Saturday, February 17, 2007

And in THIS universe...

I put on my toxic protection suit and waded into www.redstate.com. While sludging through the responses to a piece arguing that conservatives do not own the great media companies, look what I found:
Your are offering a critique of the very idea of corporations. Whatever the merits of that critique (I think it has some), it is seperate from the question of whether or not corporations lean to the left or the right politically. (And in this context, left and right mean Democrat and Republican.) I think you'll have a difficult time trying to argue that corporations in general, and the media and the very wealthy in particular, do not favor the Democratic party.
(Emphasis added.) Once you untwist the negatives in that sentence, you will find this sentiment: In general, corporations and the very wealthy favor the Democratic Party.

And everything is going just fine in Iraq. Lincoln really did say those words. Bush is enormously popular. Pray for a rosacea cure and the problem will disappear in the morning. 9/11 happened because Osama wants Americans to turn Islamic. Whatever you want to believe is real, is real. Wheeeeee!

5 comments:

Anonymous said...

From what I recall the majority of the very wealthy *do* lean Democrat. Millionaires are Republican, multi-millionaires are Democrat.

One theory is that those *trying* to get rich tend to go with whatever is best for them to do so, which traditionally (though not any more) has been to vote Republican. Once you're truly wealthy and don't need to worry about money, you can spend some time thinking about what actually is the best option, and they vote Democrat.

Anonymous said...

sofla said....

I disagree. I have never heard that the multi-millionaire cohort generally votes for the Democratic Party, certain high profile examples tending to support that claim notwithstanding (FDR, JFK, George Soros, Robert Rubin, etc.).

If it were so common as to be the general rule, the uppermost income/wealth cohort would not consider such people traitors to their socioeconomic class (as they do), because it would be too common and so ordinary that it couldn't be seen as an aberration.

Anonymous said...

This wasn't just guesswork, it was some authentic decent research. Let's just take the Forbes list of richest Americans. Take out the Walton family and nearly all of the top 15 are Democrat supporters. Gates, Buffet, Allen, Page, Brin, Ballmer - all Dems. Throw in folk like Jobs, Trump, Soros etc etc.

You seem to be thinking of the "old" rich, the kind who turn up at Bohemian Grove. That kind of thinking, that "rich=republican" is as outdated as the "democrat=communist" thinking the wingnuts espouse.

Joseph Cannon said...

Actually, I think there is some truth to this. Old old money can be pried loose from conservatism. Sometimes not even that old -- second generation. I'm thinking of Joseph Kennedy, who for a while drifted toward a certain affection for fascism (although those who have called him a Nazi sympathizer have overblown the situation dramatically) -- and his sons, who were, are, classic liberals.
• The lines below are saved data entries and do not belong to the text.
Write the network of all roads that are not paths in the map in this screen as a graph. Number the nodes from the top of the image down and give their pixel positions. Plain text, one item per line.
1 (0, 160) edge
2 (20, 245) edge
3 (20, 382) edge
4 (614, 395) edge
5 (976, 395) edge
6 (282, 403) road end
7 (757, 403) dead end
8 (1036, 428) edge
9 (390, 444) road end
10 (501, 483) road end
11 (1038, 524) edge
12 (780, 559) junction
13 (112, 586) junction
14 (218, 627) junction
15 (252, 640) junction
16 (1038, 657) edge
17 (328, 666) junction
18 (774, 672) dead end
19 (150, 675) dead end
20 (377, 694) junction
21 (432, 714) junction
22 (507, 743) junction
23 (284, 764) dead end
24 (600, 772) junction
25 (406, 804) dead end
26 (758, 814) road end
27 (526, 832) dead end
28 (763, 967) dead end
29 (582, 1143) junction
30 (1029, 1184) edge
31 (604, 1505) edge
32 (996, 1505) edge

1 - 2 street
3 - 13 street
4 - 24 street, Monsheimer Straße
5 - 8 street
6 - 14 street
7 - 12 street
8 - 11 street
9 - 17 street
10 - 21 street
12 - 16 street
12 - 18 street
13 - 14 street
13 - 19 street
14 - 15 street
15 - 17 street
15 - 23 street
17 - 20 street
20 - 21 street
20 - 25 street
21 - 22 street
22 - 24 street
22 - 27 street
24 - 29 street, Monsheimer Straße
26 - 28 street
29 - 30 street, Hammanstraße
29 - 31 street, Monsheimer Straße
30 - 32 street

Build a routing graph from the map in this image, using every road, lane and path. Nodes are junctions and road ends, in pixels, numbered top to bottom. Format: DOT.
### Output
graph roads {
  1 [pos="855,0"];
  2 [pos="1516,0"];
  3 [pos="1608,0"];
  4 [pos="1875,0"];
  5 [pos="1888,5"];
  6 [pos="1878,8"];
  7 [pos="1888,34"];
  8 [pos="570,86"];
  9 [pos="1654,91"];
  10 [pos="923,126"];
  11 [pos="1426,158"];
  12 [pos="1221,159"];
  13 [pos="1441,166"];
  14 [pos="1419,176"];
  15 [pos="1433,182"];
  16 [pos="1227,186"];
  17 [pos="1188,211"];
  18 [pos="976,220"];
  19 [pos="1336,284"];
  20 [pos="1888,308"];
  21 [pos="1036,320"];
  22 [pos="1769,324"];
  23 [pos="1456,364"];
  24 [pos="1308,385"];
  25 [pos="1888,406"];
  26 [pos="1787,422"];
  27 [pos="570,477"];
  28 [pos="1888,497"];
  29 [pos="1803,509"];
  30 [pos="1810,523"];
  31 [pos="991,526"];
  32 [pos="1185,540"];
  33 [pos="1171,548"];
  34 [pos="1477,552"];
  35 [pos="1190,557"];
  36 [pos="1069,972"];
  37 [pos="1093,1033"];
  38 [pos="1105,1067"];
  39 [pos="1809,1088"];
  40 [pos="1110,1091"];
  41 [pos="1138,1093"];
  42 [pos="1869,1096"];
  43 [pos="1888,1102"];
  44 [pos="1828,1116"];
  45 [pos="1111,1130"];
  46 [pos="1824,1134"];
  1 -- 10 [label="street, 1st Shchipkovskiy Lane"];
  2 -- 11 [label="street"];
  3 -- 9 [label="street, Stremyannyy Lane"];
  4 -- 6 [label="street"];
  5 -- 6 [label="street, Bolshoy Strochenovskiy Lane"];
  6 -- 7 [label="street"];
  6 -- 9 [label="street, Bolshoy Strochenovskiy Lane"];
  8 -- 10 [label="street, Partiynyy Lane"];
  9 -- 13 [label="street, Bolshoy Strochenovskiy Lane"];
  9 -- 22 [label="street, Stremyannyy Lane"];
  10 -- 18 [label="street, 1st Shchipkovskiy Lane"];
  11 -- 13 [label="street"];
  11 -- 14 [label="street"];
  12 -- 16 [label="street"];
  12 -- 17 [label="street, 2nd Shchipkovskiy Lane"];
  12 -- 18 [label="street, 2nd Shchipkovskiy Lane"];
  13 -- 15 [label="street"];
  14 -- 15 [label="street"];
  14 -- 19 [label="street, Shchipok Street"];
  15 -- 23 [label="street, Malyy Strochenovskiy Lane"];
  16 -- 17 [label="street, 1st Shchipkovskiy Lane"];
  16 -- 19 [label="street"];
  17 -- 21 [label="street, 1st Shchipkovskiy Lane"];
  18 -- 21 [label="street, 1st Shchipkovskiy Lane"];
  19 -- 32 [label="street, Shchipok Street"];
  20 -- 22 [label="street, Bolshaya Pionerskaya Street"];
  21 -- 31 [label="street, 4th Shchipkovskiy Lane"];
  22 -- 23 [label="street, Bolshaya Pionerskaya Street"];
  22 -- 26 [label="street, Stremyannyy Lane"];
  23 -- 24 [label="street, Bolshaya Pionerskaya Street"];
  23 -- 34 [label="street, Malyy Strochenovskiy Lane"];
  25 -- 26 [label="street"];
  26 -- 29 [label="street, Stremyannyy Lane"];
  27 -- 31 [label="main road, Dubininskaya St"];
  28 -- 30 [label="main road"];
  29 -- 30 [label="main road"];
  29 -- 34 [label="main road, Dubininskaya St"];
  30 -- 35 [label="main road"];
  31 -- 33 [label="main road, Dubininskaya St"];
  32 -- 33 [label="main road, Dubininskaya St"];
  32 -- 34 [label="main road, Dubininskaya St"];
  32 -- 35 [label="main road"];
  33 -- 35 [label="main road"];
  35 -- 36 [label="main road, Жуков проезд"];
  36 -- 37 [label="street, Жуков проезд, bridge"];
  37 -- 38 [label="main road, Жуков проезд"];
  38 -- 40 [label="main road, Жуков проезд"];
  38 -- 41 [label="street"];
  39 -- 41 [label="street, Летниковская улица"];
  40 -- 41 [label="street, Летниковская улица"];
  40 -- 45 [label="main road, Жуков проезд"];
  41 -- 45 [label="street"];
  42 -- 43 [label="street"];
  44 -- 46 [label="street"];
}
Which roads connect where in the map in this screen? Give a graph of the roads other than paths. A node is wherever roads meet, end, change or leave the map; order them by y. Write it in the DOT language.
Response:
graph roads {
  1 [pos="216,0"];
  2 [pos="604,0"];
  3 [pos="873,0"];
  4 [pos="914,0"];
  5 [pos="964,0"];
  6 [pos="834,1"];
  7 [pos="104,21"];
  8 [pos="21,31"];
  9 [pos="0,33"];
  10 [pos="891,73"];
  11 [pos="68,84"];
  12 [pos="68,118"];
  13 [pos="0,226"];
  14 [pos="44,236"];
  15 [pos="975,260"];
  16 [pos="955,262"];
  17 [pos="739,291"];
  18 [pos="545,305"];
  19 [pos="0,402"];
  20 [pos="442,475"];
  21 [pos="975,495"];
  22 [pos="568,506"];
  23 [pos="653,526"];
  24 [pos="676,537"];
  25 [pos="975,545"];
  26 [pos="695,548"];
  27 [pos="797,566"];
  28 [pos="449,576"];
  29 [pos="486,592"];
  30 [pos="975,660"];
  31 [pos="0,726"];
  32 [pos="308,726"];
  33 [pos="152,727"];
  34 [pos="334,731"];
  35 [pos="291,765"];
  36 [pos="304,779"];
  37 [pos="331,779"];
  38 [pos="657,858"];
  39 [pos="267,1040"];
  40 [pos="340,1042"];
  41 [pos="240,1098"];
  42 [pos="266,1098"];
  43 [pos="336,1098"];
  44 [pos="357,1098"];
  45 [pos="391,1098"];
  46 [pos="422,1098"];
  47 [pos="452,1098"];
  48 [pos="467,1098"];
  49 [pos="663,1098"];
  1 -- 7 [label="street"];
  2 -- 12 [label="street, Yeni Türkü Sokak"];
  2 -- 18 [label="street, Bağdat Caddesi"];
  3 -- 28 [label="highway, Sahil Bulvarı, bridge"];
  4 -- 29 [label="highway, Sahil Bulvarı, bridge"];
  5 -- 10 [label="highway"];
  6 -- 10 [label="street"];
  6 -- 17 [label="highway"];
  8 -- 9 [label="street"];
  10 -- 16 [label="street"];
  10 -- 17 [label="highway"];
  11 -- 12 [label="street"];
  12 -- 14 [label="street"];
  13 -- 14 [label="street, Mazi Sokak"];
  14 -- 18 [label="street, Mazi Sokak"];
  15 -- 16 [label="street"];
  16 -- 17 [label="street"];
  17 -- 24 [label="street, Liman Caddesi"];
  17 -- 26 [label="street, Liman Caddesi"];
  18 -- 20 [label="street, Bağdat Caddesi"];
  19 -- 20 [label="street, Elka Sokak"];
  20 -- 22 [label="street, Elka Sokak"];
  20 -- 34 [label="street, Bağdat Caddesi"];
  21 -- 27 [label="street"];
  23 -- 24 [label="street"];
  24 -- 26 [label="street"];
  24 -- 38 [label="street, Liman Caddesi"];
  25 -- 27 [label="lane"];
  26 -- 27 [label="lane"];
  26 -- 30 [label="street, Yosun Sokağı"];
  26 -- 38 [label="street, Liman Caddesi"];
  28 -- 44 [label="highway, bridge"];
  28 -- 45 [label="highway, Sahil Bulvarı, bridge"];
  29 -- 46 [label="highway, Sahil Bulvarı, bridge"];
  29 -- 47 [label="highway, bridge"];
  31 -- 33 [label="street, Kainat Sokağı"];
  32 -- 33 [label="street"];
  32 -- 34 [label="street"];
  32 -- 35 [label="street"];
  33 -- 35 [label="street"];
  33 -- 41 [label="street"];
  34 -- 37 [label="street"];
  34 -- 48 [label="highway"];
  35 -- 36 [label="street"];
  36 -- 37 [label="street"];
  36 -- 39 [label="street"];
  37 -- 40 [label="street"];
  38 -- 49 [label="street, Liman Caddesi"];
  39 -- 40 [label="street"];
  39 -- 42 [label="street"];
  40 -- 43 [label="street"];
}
I happen to know that in the Mellon family, Peggy Mellon Hitchcock's kids are pretty liberal. They keep a low profile. But most others in that family are quite conservative -- Scaife being the most obnoxious example.

And then there is the Rockefeller family. That name used to be the ultimate "red cape" to wave around in American fringe circles, though not so much these days.

So I think we can fairly say that second or third generation wealth MAY (or may not) go liberal. But a CEO drawing half a mill a year is almost certainly going to be conservative.

The idea that large corporations are run by "secret commies" is actually an old meme in the American fringe. I'm thinking of books like Skousen's "The Naked Capitalist," written back in the early 1970s. (Skousen is the guy who wrote that one, right? I'm going on memory here...) The John Birchers always promulgated the notion of mega-corps as ultra-liberal bastions, and I think modern neoconservatism derives in large part from the Birch tradition.

Anonymous said...

Corporations usually seek out the lowest bid in my humble opinion...... I personally think they lean on both sides of the aisle to whatever or whoever has the power to further their causes, which never includes We the People.